Extracted records
○ ○ ○ ○
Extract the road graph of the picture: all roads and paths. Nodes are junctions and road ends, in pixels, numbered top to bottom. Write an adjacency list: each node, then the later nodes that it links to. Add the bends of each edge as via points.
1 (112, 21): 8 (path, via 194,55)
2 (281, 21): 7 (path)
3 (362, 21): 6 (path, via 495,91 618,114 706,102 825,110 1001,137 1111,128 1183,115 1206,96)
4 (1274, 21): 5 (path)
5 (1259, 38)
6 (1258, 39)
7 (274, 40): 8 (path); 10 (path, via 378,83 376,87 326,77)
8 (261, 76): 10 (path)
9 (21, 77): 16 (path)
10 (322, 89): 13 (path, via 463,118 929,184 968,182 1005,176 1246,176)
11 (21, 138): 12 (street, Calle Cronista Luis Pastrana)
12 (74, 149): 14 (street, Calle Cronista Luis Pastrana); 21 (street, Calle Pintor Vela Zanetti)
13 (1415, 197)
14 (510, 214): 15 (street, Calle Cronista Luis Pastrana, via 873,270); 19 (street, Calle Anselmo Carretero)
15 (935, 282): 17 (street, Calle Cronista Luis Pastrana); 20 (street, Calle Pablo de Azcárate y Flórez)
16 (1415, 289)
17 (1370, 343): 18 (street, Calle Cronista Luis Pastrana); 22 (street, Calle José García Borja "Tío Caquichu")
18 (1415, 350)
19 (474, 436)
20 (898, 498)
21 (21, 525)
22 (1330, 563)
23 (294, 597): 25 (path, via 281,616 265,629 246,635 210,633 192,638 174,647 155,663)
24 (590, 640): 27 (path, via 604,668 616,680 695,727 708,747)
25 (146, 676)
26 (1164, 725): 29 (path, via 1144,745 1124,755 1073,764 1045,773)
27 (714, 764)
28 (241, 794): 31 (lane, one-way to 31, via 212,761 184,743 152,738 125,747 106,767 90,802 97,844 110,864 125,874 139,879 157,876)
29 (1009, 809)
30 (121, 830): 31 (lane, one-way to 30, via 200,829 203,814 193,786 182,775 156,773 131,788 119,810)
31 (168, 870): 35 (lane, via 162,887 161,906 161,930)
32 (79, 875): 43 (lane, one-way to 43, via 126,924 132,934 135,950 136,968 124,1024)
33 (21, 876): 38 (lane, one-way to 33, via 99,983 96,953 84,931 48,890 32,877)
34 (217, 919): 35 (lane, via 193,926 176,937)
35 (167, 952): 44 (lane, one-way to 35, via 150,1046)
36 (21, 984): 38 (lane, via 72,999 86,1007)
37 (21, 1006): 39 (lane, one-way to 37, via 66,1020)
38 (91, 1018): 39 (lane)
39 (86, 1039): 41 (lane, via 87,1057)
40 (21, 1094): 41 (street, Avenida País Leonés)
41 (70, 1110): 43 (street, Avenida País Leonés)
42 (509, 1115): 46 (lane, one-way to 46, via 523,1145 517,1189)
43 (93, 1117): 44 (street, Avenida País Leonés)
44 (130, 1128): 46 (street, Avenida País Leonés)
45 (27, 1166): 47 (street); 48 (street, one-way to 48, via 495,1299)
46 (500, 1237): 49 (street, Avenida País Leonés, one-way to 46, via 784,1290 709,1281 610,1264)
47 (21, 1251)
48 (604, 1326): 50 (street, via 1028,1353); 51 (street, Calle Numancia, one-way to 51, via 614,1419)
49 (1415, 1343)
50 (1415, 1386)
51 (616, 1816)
○ ○ ○ ○
> [TASK PROMPT] Set down every record above exactly as given.

> [YOUR SOLUTION]
Extract the road graph of the picture: all roads and paths. Nodes are junctions and road ends, in pixels, numbered top to bottom. Write an adjacency list: each node, then the later nodes that it links to. Add the bends of each edge as via points.
1 (112, 21): 8 (path, via 194,55)
2 (281, 21): 7 (path)
3 (362, 21): 6 (path, via 495,91 618,114 706,102 825,110 1001,137 1111,128 1183,115 1206,96)
4 (1274, 21): 5 (path)
5 (1259, 38)
6 (1258, 39)
7 (274, 40): 8 (path); 10 (path, via 378,83 376,87 326,77)
8 (261, 76): 10 (path)
9 (21, 77): 16 (path)
10 (322, 89): 13 (path, via 463,118 929,184 968,182 1005,176 1246,176)
11 (21, 138): 12 (street, Calle Cronista Luis Pastrana)
12 (74, 149): 14 (street, Calle Cronista Luis Pastrana); 21 (street, Calle Pintor Vela Zanetti)
13 (1415, 197)
14 (510, 214): 15 (street, Calle Cronista Luis Pastrana, via 873,270); 19 (street, Calle Anselmo Carretero)
15 (935, 282): 17 (street, Calle Cronista Luis Pastrana); 20 (street, Calle Pablo de Azcárate y Flórez)
16 (1415, 289)
17 (1370, 343): 18 (street, Calle Cronista Luis Pastrana); 22 (street, Calle José García Borja "Tío Caquichu")
18 (1415, 350)
19 (474, 436)
20 (898, 498)
21 (21, 525)
22 (1330, 563)
23 (294, 597): 25 (path, via 281,616 265,629 246,635 210,633 192,638 174,647 155,663)
24 (590, 640): 27 (path, via 604,668 616,680 695,727 708,747)
25 (146, 676)
26 (1164, 725): 29 (path, via 1144,745 1124,755 1073,764 1045,773)
27 (714, 764)
28 (241, 794): 31 (lane, one-way to 31, via 212,761 184,743 152,738 125,747 106,767 90,802 97,844 110,864 125,874 139,879 157,876)
29 (1009, 809)
30 (121, 830): 31 (lane, one-way to 30, via 200,829 203,814 193,786 182,775 156,773 131,788 119,810)
31 (168, 870): 35 (lane, via 162,887 161,906 161,930)
32 (79, 875): 43 (lane, one-way to 43, via 126,924 132,934 135,950 136,968 124,1024)
33 (21, 876): 38 (lane, one-way to 33, via 99,983 96,953 84,931 48,890 32,877)
34 (217, 919): 35 (lane, via 193,926 176,937)
35 (167, 952): 44 (lane, one-way to 35, via 150,1046)
36 (21, 984): 38 (lane, via 72,999 86,1007)
37 (21, 1006): 39 (lane, one-way to 37, via 66,1020)
38 (91, 1018): 39 (lane)
39 (86, 1039): 41 (lane, via 87,1057)
40 (21, 1094): 41 (street, Avenida País Leonés)
41 (70, 1110): 43 (street, Avenida País Leonés)
42 (509, 1115): 46 (lane, one-way to 46, via 523,1145 517,1189)
43 (93, 1117): 44 (street, Avenida País Leonés)
44 (130, 1128): 46 (street, Avenida País Leonés)
45 (27, 1166): 47 (street); 48 (street, one-way to 48, via 495,1299)
46 (500, 1237): 49 (street, Avenida País Leonés, one-way to 46, via 784,1290 709,1281 610,1264)
47 (21, 1251)
48 (604, 1326): 50 (street, via 1028,1353); 51 (street, Calle Numancia, one-way to 51, via 614,1419)
49 (1415, 1343)
50 (1415, 1386)
51 (616, 1816)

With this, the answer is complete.